CS141 BB: ClassS04CS141/Hwk4Soln

Hwk4 solutions

maximum shared subsequence

Given two sequences, the shared subsequence is a sequence that is a subsequence of both sequences.

A maximum-size shared subsequence is a shared subsequence of maximum size.

For example, the maximum-size shared subsequence of (3,2,8,2,3,9,4,3,9) and (1,3,2,3,7,9) is (3,2,3,9).

In this homework we will develop a dynamic programming algorithm to find a maximum-size shared subsequence of two subsequences (the two subsequences will be given as input).

1. What is the maximum shared subsequence of each of the following pairs of sequences?

1A: (10, 3,2,8,2,3,9,4,3,9) and (10, 1,3,2,3,7,9)

: 10, 3, 2, 3, 9

1B: (1, 3,2,8,2,3,9,4,3,9) and (10, 1,3,2,3,7,9)

: 1, 3, 2, 3, 9

2. Prove the following claims:

Given two sequences A[1..n] = (A[1], A[2],..., A[n]) and B[1..m] = (B[1], B[2], ...., B[m]), define MCS(A, n, B, m) to be the maximum size of any subsequence shared by A[1..n] and B[1..m].
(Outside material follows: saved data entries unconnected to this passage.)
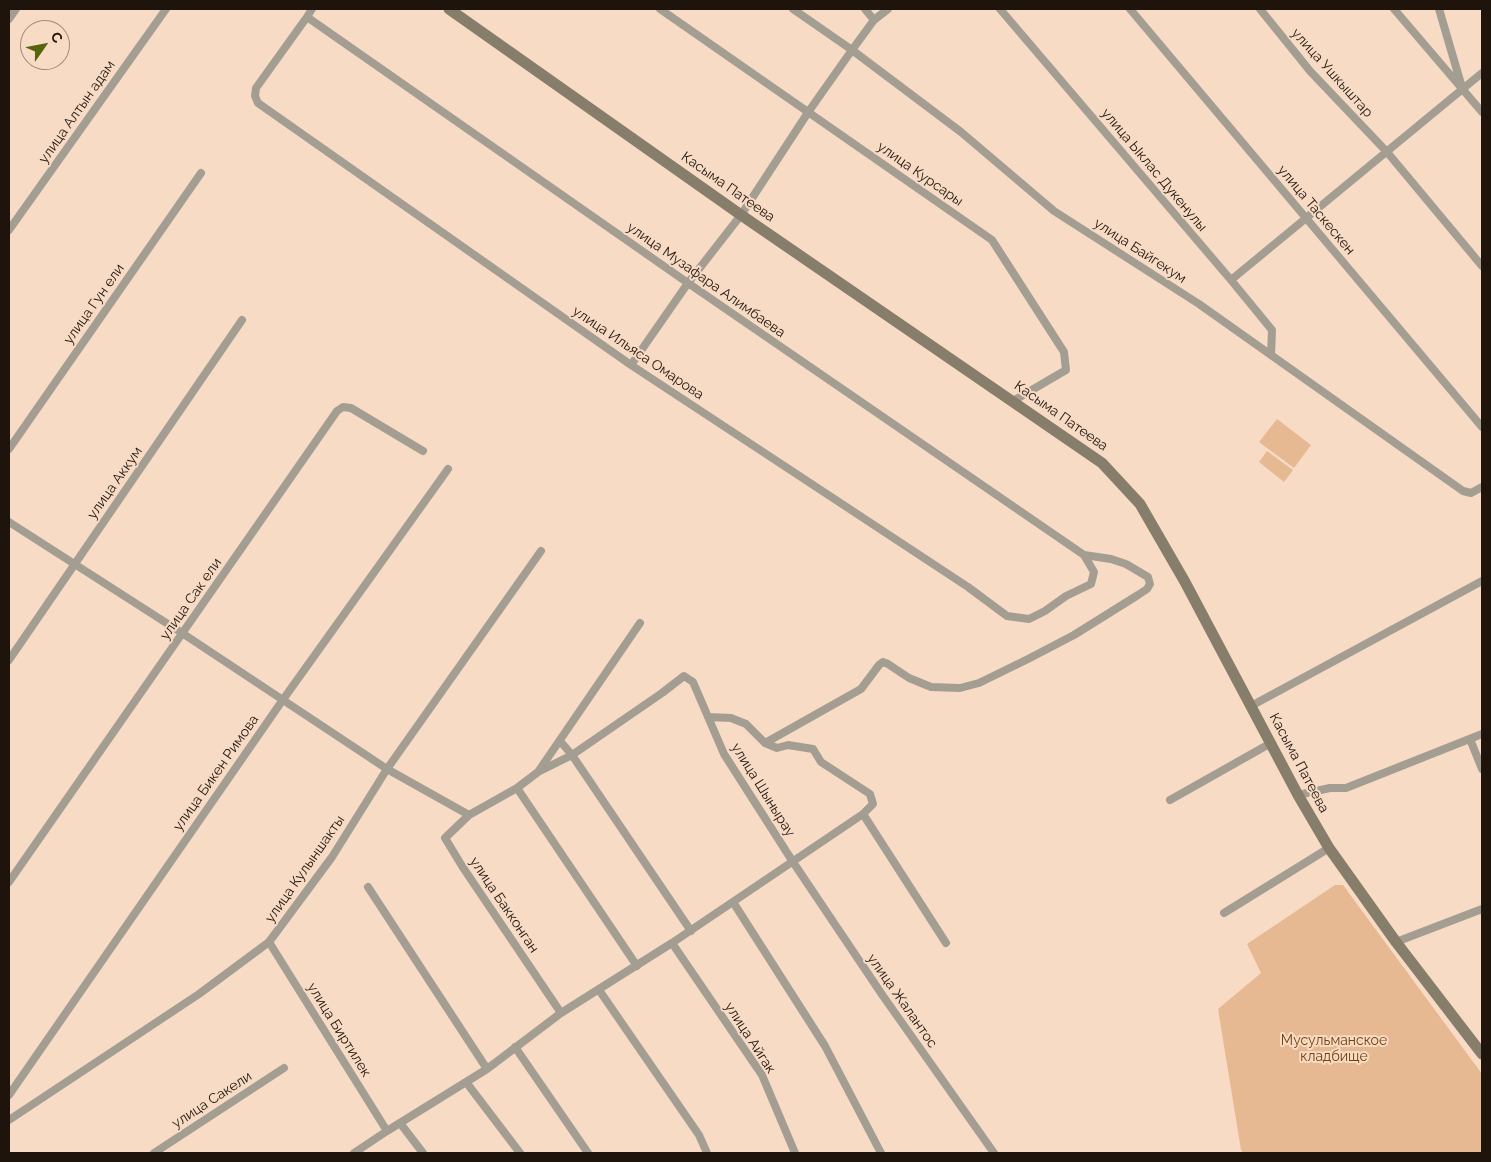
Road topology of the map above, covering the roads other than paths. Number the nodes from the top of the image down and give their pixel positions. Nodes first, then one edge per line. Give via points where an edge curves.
1 (16, 9) edge
2 (166, 9) edge
3 (312, 9) edge
4 (449, 9) edge
5 (660, 9) edge
6 (793, 9) edge
7 (865, 9) edge
8 (888, 9) edge
9 (1000, 9) edge
10 (1130, 9) edge
11 (1260, 9) edge
12 (1394, 9) edge
13 (1439, 9) edge
14 (307, 17) junction
15 (9, 19) edge
16 (874, 20) junction
17 (852, 50) junction
18 (1482, 73) edge
19 (1462, 88) junction
20 (809, 111) junction
21 (1482, 112) edge
22 (1387, 152) junction
23 (200, 173) dead end
24 (741, 215) junction
25 (1306, 217) junction
26 (9, 230) edge
27 (1482, 266) edge
28 (1231, 280) junction
29 (688, 283) junction
30 (242, 320) dead end
31 (1271, 355) junction
32 (631, 365) junction
33 (1013, 401) junction
34 (1482, 427) edge
35 (9, 449) edge
36 (423, 451) dead end
37 (448, 469) dead end
38 (1482, 487) edge
39 (9, 522) edge
40 (541, 551) dead end
41 (1084, 555) junction
42 (76, 563) junction
43 (1094, 572) joint
44 (1482, 581) edge
45 (640, 623) dead end
46 (182, 633) junction
47 (9, 660) edge
48 (282, 701) junction
49 (1251, 706) junction
50 (709, 717) junction
51 (1482, 734) edge
52 (1470, 738) junction
53 (560, 741) junction
54 (765, 743) junction
55 (1271, 743) junction
56 (572, 755) junction
57 (1482, 768) edge
58 (387, 769) junction
59 (538, 772) junction
60 (517, 788) junction
61 (1298, 796) junction
62 (1170, 800) dead end
63 (469, 814) junction
64 (863, 814) junction
65 (1329, 848) junction
66 (793, 862) junction
67 (9, 882) edge
68 (368, 887) dead end
69 (733, 902) junction
70 (1482, 910) edge
71 (1224, 913) dead end
72 (691, 931) junction
73 (269, 942) junction
74 (1396, 942) junction
75 (672, 943) junction
76 (946, 943) dead end
77 (637, 966) junction
78 (599, 990) junction
79 (562, 1012) junction
80 (515, 1048) junction
81 (1482, 1054) edge
82 (284, 1068) dead end
83 (487, 1069) junction
84 (466, 1082) junction
85 (9, 1095) edge
86 (9, 1120) edge
87 (400, 1123) junction
88 (387, 1130) junction
89 (154, 1153) edge
90 (354, 1153) edge
91 (423, 1153) edge
92 (520, 1153) edge
93 (588, 1153) edge
94 (707, 1153) edge
95 (795, 1153) edge
96 (881, 1153) edge
97 (994, 1153) edge

1 - 15 street
2 - 26 street, улица Алтын адам
3 - 14 street
4 - 24 main road, Касыма Патеева
5 - 20 street, улица Курсары
6 - 17 street, улица Байгекум
7 - 16 street
8 - 16 street
9 - 28 street, улица Ыклас Дукенулы
10 - 25 street, улица Таскескен
11 - 22 street, улица Ушкыштар via 1310,71
12 - 19 street
13 - 19 street
14 - 29 street, улица Музафара Алимбаева
14 - 32 street, улица Ильяса Омарова via 256,88 254,96 258,103
16 - 17 street
17 - 20 street
17 - 31 street, улица Байгекум via 960,132 1054,211 1199,304
18 - 19 street
19 - 21 street
19 - 22 street
20 - 24 street
20 - 33 street, улица Курсары via 992,240 1064,352 1066,370
22 - 25 street
22 - 27 street, улица Ушкыштар
23 - 35 street, улица Гун ели
24 - 29 street
24 - 33 main road, Касыма Патеева
25 - 28 street
25 - 34 street, улица Таскескен
28 - 31 street, улица Ыклас Дукенулы via 1272,330
29 - 32 street
29 - 41 street, улица Музафара Алимбаева
30 - 42 street, улица Аккум
31 - 38 street, улица Байгекум via 1463,492 1471,493
32 - 43 street, улица Ильяса Омарова via 1007,616 1029,619 1045,611 1091,584
33 - 49 main road, Касыма Патеева via 1102,463 1140,504
36 - 46 street, улица Сак ели via 351,408 343,407 337,411
37 - 48 street, улица Бикен Римова
39 - 42 street
40 - 58 street, улица Кулыншакты
41 - 43 street, улица Музафара Алимбаева
41 - 54 street via 1126,564 1148,578 1150,584 1074,635 1028,660 960,688 931,687 883,662 861,689
42 - 46 street
42 - 47 street, улица Аккум
44 - 49 street
45 - 53 street
46 - 48 street
46 - 67 street, улица Сак ели
48 - 58 street
48 - 85 street, улица Бикен Римова
49 - 55 main road, Касыма Патеева
50 - 54 street via 731,718 746,724
50 - 56 street, улица Шынырау via 693,682 684,676
50 - 66 street, улица Шынырау via 724,754
51 - 52 street
52 - 57 street
52 - 61 street via 1346,788 1330,788
53 - 56 street
53 - 59 street
54 - 64 street via 777,748 788,745 813,749 821,762 870,794 872,804
55 - 61 main road, Касыма Патеева
55 - 62 street
56 - 59 street
56 - 72 street
58 - 63 street
58 - 73 street, улица Кулыншакты via 332,857
59 - 60 street
60 - 63 street
60 - 77 street
61 - 65 main road, Касыма Патеева
63 - 79 street, улица Бакконган via 445,838
64 - 66 street
64 - 76 street
65 - 71 street
65 - 74 main road, Касыма Патеева
66 - 69 street
66 - 97 street, улица Жалантос
68 - 83 street
69 - 72 street
69 - 96 street via 825,1046
70 - 74 street
72 - 75 street
73 - 86 street, улица Кулыншакты via 199,994
73 - 88 street, улица Биртилек
74 - 81 main road, Касыма Патеева
75 - 77 street
75 - 95 street, улица Айгак via 762,1075
77 - 78 street
78 - 79 street
78 - 94 street via 699,1135
79 - 80 street
80 - 83 street
80 - 93 street
82 - 89 street, улица Сакели
83 - 84 street
84 - 87 street
84 - 92 street
87 - 88 street
87 - 91 street
88 - 90 street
2A: If A[n] = B[m], then MCS(A, n, B, m) ≥ 1 + MCS(A, n-1, B, m-1).

: Let S be a maximum common subsequence of A[1..n-1] and B[1..m-1], so that |S| (the size of S) is MCS(A, n-1, B, m-1).
: Let S' be the sequence containing S followed by A[n].
: Then S' is a common subsequence of A[1..n] and B[1..m].
: Thus, MCS(A, n, B, m) ≥ |S'| = |S| + 1 = 1 + MCS(A, n-1, B, m-1).

2B: In all cases, MCS(A, n, B, m) ≤ 1 + MCS(A, n-1, B, m-1).

: Let S be a maximum common subseqence of A[1..n] and B[1..m].
: If S is empty (of size 0), then clearly the inequality holds.
: Otherwise, let S' be the sequence obtained from S by removing the last element of S.
: Then S' is a common subsequence of A[1..n-1] and B[1..m-1].
: Thus, MCS(A, n-1, B, m-1) ≥ |S'| = |S|-1 = MCS(A,n,B,m) - 1.
: Rewriting gives MCS(A, n, B, m) ≤ 1 + MCS(A,n-1,B,m-1) .

2C: If A[n] = B[m] then MCS(A, n, B, m) = 1 + MCS(A, n-1, B, m-1). (You may use the facts you proved in 2A and 2B.)

: From 2A and 2B, it follows directly that:

If A[n] = B[m] then MCS(A, n, B, m) ≤ 1 + MCS(A, n-1, B, m-1) and MCS(A, n, B, m) ≥ 1 + MCS(A, n-1, B, m-1).
: Thus,

If A[n] = B[m] then MCS(A, n, B, m) = 1 + MCS(A, n-1, B, m-1).

2D: In all cases, MCS(A, n, B, m) ≥ max(MCS(A, n-1, B, m), MCS(A, n, B, m-1).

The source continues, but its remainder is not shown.